After about half an hour of staring up, I went out and wandered through the rest of the Vatican Museums (I like the ancient statues and all the stuff found at archaeological sites), and then somehow found myself back in the crush of people headed for the Sistine Chapel, and I didn't know how to escape. IT was about ten times more crowded than it had been an hour and a half ago, and so hot, and that's when I started to really feel sick. I finally made it out of the Vatican Museum, but I took a wrong turn and ended up back out on the street instead of still inside the Vatican. So I decided to do the thing where you walk all the way around it to say that you've walked around an entire country, you know. I made it around to St. Peter's Basilica, which was unfortunately closed for some reason, and then I got a little lost, because, you know, that's what I do, and also the handy wall to my left, which is what I'd been following) disappeared and I found myself in a hospital backlot. Still, I made it back to the Vatican Museum eventually, so I'm gonna count it on the circumnavigating-a-country front. After that, I went back to my hostel, did some much-needed laundry, found out I had a temperature over a hundred, and had an early night.

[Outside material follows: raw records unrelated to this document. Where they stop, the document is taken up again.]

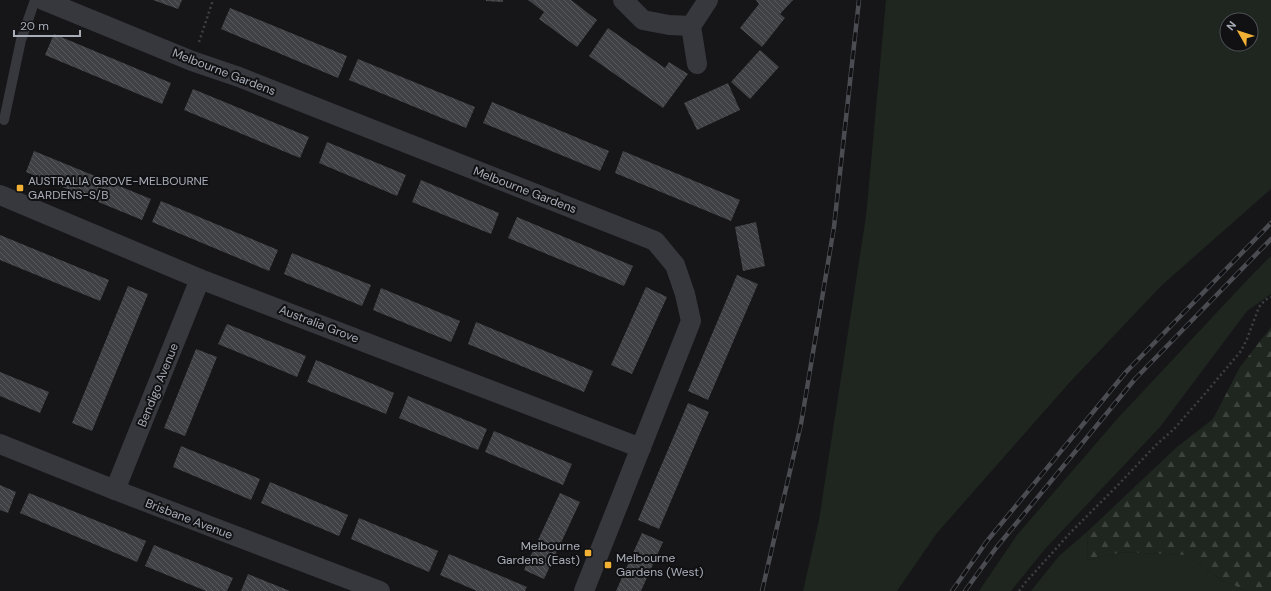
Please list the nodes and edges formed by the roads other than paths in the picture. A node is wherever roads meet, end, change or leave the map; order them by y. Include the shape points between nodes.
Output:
1 (35, 0) edge
2 (43, 0) edge
3 (623, 0) edge
4 (708, 0) edge
5 (691, 26) junction
6 (697, 64) dead end
7 (4, 120) dead end
8 (0, 195) edge
9 (200, 278) junction
10 (0, 444) edge
11 (641, 448) junction
12 (115, 490) junction
13 (380, 591) edge
14 (584, 591) edge

1 - 7 lane via 21,40
2 - 11 street, Melbourne Gardens via 192,61 239,77 655,241 675,265 691,322
3 - 5 street via 643,20
4 - 5 street
5 - 6 street
8 - 9 street, Australia Grove
9 - 11 street, Australia Grove
9 - 12 street, Bendigo Avenue
10 - 12 street, Brisbane Avenue
11 - 14 street, Melbourne Gardens
12 - 13 street, Brisbane Avenue

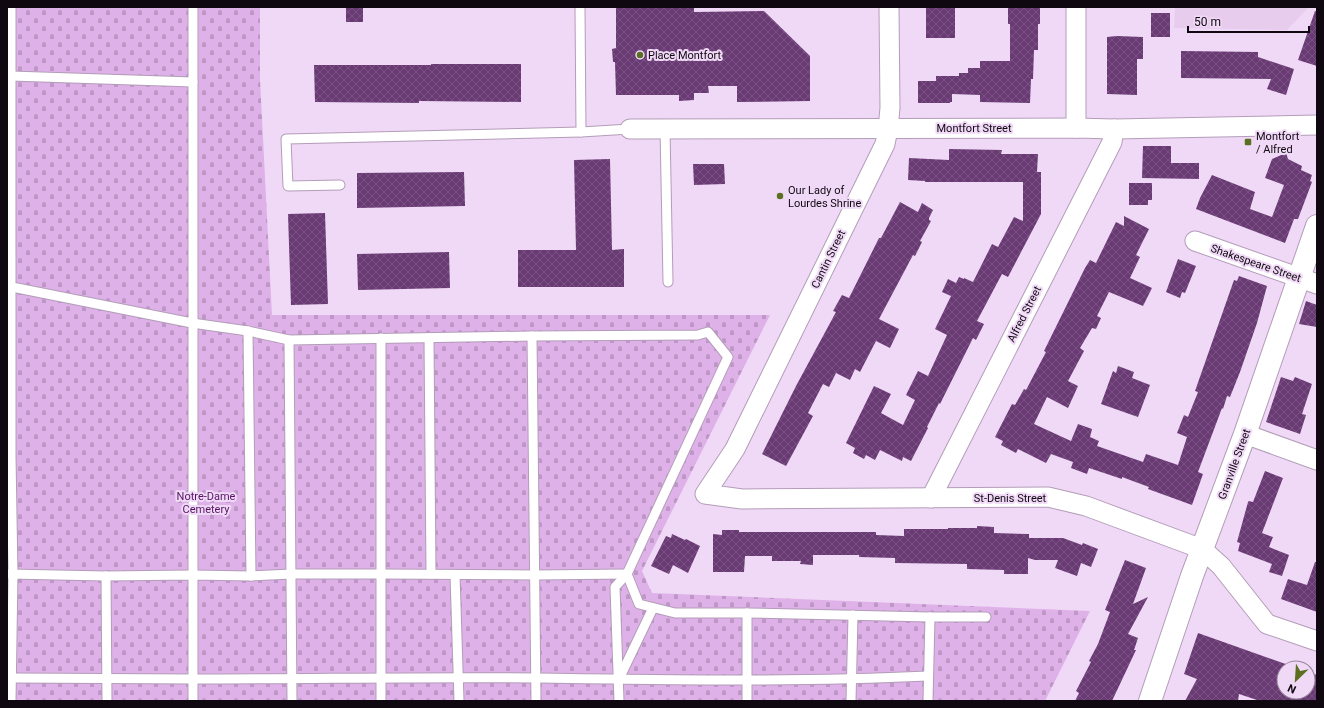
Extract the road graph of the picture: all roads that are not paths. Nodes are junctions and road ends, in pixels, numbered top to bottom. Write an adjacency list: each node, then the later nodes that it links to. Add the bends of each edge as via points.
1 (11, 7): 6 (lane)
2 (193, 7): 7 (lane)
3 (580, 7): 14 (lane)
4 (889, 7): 12 (street, Cantin Street)
5 (1076, 7): 9 (street)
6 (11, 76): 7 (lane); 20 (lane)
7 (193, 82): 21 (lane)
8 (1317, 125): 13 (street, Montfort Street)
9 (1076, 128): 12 (street, Montfort Street); 13 (street, Montfort Street)
10 (630, 129): 11 (street, Montfort Street); 14 (lane)
11 (665, 129): 12 (street, Montfort Street); 19 (lane)
12 (888, 129): 30 (street, Cantin Street, via 885,144 735,449)
13 (1114, 129): 31 (street, Alfred Street, via 1112,142)
14 (581, 132): 15 (lane, via 286,139 288,186)
15 (340, 185)
16 (1317, 226): 18 (street, Granville Street)
17 (1196, 241): 18 (street, Shakespeare Street)
18 (1308, 281): 27 (street, Granville Street)
19 (668, 282)
20 (9, 287): 21 (lane); 28 (lane)
21 (192, 323): 22 (lane); 39 (lane)
22 (248, 331): 26 (lane); 42 (lane)
23 (532, 336): 25 (lane); 38 (lane, via 698,335 708,332 728,357); 40 (lane)
24 (381, 338): 25 (lane); 26 (lane); 35 (lane)
25 (429, 338): 36 (lane)
26 (289, 340): 34 (lane)
27 (1245, 434): 29 (street); 32 (street, Granville Street)
28 (9, 455): 33 (lane)
29 (1317, 460)
30 (705, 494): 31 (street, St-Denis Street, via 742,499)
31 (931, 498): 32 (street, St-Denis Street, via 1048,497 1086,506)
32 (1202, 549): 48 (street, St-Denis Street, via 1221,566 1267,624); 72 (street, Granville Street)
33 (10, 574): 41 (lane); 49 (lane)
34 (292, 574): 35 (lane); 42 (lane); 57 (lane)
35 (380, 574): 36 (lane); 53 (lane)
36 (431, 574): 37 (lane)
37 (455, 574): 40 (lane); 54 (lane)
38 (627, 574): 40 (lane); 43 (lane, via 639,604); 59 (lane, via 615,587)
39 (192, 575): 41 (lane); 42 (lane); 56 (lane)
40 (535, 575): 55 (lane)
41 (106, 576): 52 (lane)
42 (251, 576)
43 (653, 608): 44 (lane, via 675,613); 59 (lane)
44 (747, 613): 45 (lane); 60 (lane)
45 (853, 615): 46 (lane); 58 (lane)
46 (930, 617): 47 (lane); 50 (lane)
47 (986, 618)
48 (1317, 641)
49 (9, 667): 51 (lane)
50 (928, 676): 58 (lane); 71 (lane)
51 (12, 678): 52 (lane); 61 (lane)
52 (108, 678): 56 (lane); 62 (lane)
53 (381, 678): 54 (lane); 57 (lane); 65 (lane)
54 (459, 678): 55 (lane); 66 (lane)
55 (536, 678): 59 (lane); 67 (lane)
56 (193, 679): 57 (lane); 63 (lane)
57 (292, 679): 64 (lane)
58 (852, 679): 60 (lane); 70 (lane)
59 (619, 680): 60 (lane); 68 (lane)
60 (747, 680): 69 (lane)
61 (11, 701)
62 (107, 701)
63 (193, 701)
64 (292, 701)
65 (381, 701)
66 (459, 701)
67 (536, 701)
68 (619, 701)
69 (747, 701)
70 (851, 701)
71 (928, 701)
72 (1150, 701)

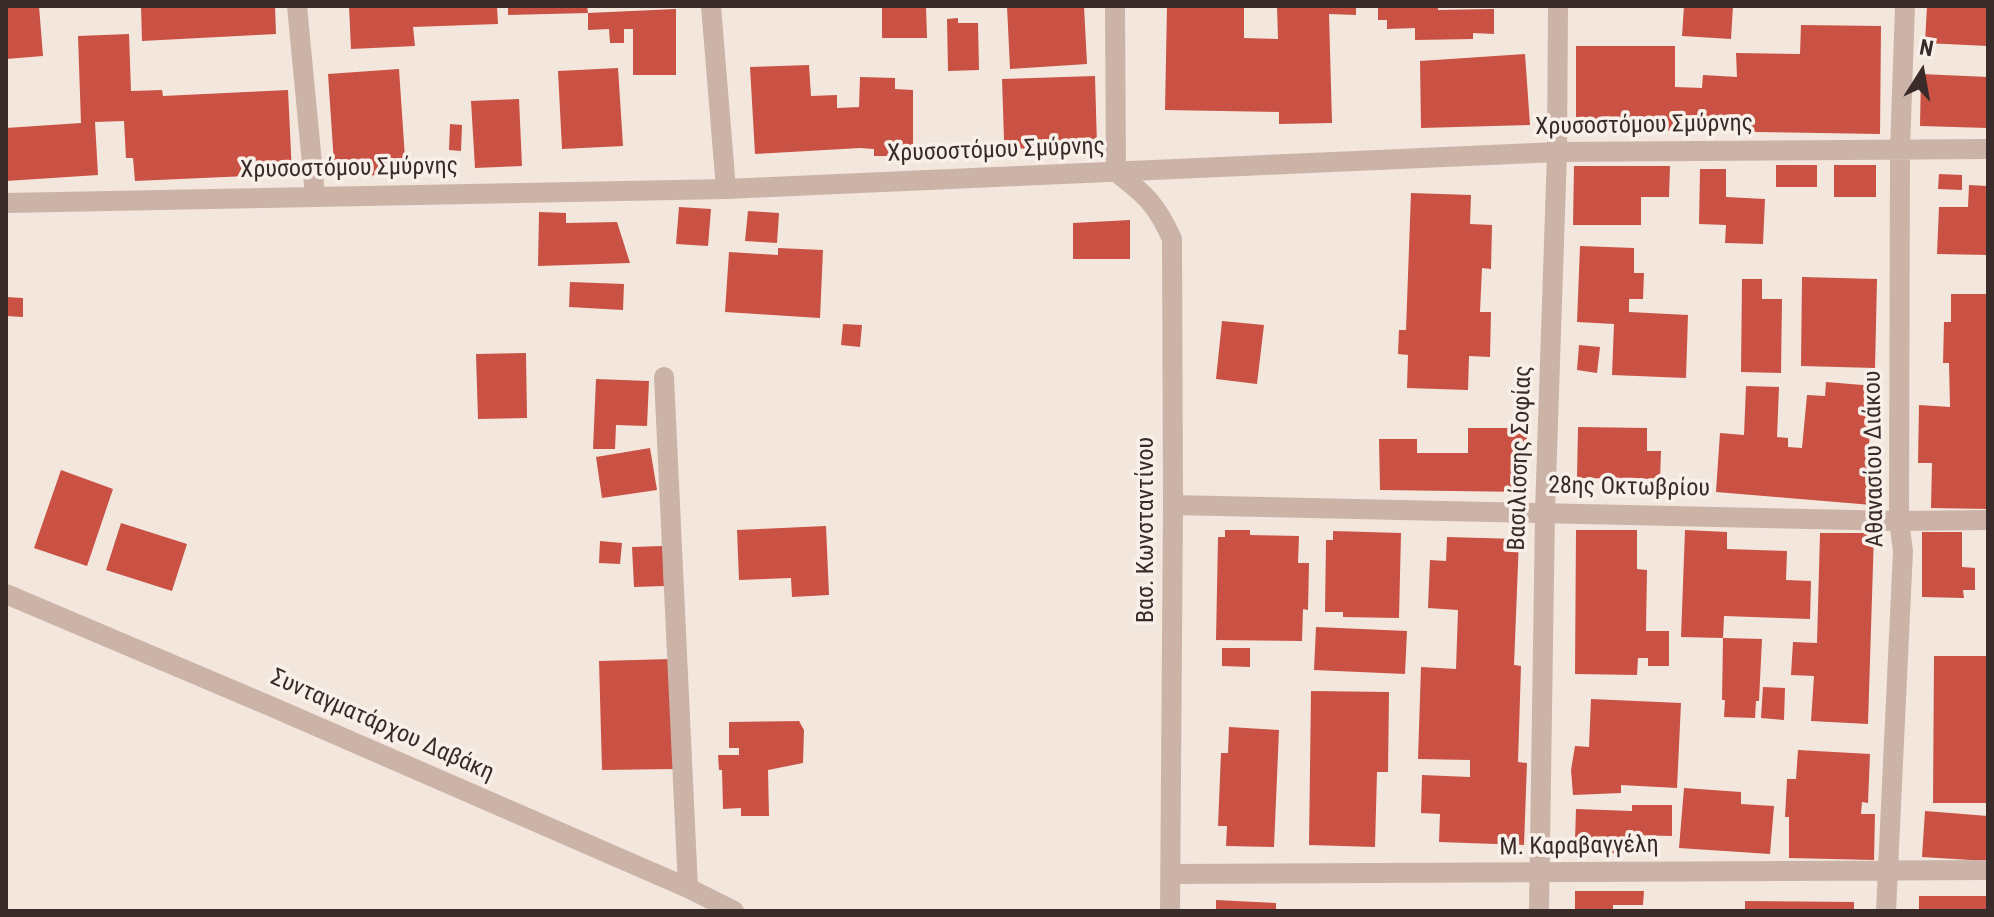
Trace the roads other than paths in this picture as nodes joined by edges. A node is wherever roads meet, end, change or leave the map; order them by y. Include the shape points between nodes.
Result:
1 (297, 6) edge
2 (711, 6) edge
3 (1115, 6) edge
4 (1558, 6) edge
5 (1905, 6) edge
6 (1988, 149) edge
7 (1900, 150) junction
8 (1557, 152) junction
9 (1116, 172) junction
10 (726, 189) junction
11 (315, 195) junction
12 (6, 203) edge
13 (664, 377) dead end
14 (1173, 505) junction
15 (1545, 512) junction
16 (1988, 520) edge
17 (1899, 521) junction
18 (6, 594) edge
19 (1887, 869) junction
20 (1988, 870) edge
21 (1171, 874) junction
22 (1539, 874) junction
23 (688, 888) junction
24 (734, 911) edge
25 (1170, 911) edge
26 (1539, 911) edge
27 (1886, 911) edge

1 - 11 street
2 - 10 street
3 - 9 street
4 - 8 street, Βασιλίσσης Σοφίας
5 - 7 street, Αθανασίου Διάκου
6 - 7 street, Χρυσοστόμου Σμύρνης
7 - 8 street, Χρυσοστόμου Σμύρνης
7 - 17 street, Αθανασίου Διάκου
8 - 9 street, Χρυσοστόμου Σμύρνης
8 - 15 street, Βασιλίσσης Σοφίας
9 - 10 street, Χρυσοστόμου Σμύρνης
9 - 14 street, Βασ. Κωνσταντίνου via 1161,214 1172,239
10 - 11 street, Χρυσοστόμου Σμύρνης
11 - 12 street, Χρυσοστόμου Σμύρνης
13 - 23 street
14 - 15 street, 28ης Οκτωβρίου
14 - 21 street, Βασ. Κωνσταντίνου
15 - 17 street, 28ης Οκτωβρίου
15 - 22 street, Βασιλίσσης Σοφίας
16 - 17 street, 28ης Οκτωβρίου
17 - 19 street, Αθανασίου Διάκου via 1903,551
18 - 23 street, Συνταγματάρχου Δαβάκη
19 - 20 street, Μ. Καραβαγγέλη
19 - 22 street, Μ. Καραβαγγέλη
19 - 27 street, Αθανασίου Διάκου
21 - 22 street, Μ. Καραβαγγέλη
21 - 25 street, Βασ. Κωνσταντίνου
22 - 26 street, Βασιλίσσης Σοφίας
23 - 24 street, Συνταγματάρχου Δαβάκη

After being woken at six am by two boys in my room going to Mass (grumble grumble), I dragged myself out of bed to do a free walking tour, but I was a couple minutes late to the meeting place and couldn't find it, so I just did it by myself, more or less, and saw the Trevi Fountain (which is not the fountain from When in Rome, apparently), the Spanish Steps (they're just steps with one million tourists sitting on them), and the Pantheon (okay, pretty impressive, I'll give you this one, Rome). I had planned to go inside the Colosseum, but once I got there I decided that it wasn't worth it to stand in line and pay money for something I wasn't going to enjoy, since the only thing I would have enjoyed right then was a nap. So I took one on the grass in front of the Colosseum, then headed back to the Pantheon for the best pasta I had in Italy, bought a couple souvenirs and my last gelato, and rushed off to catch a train to Paris.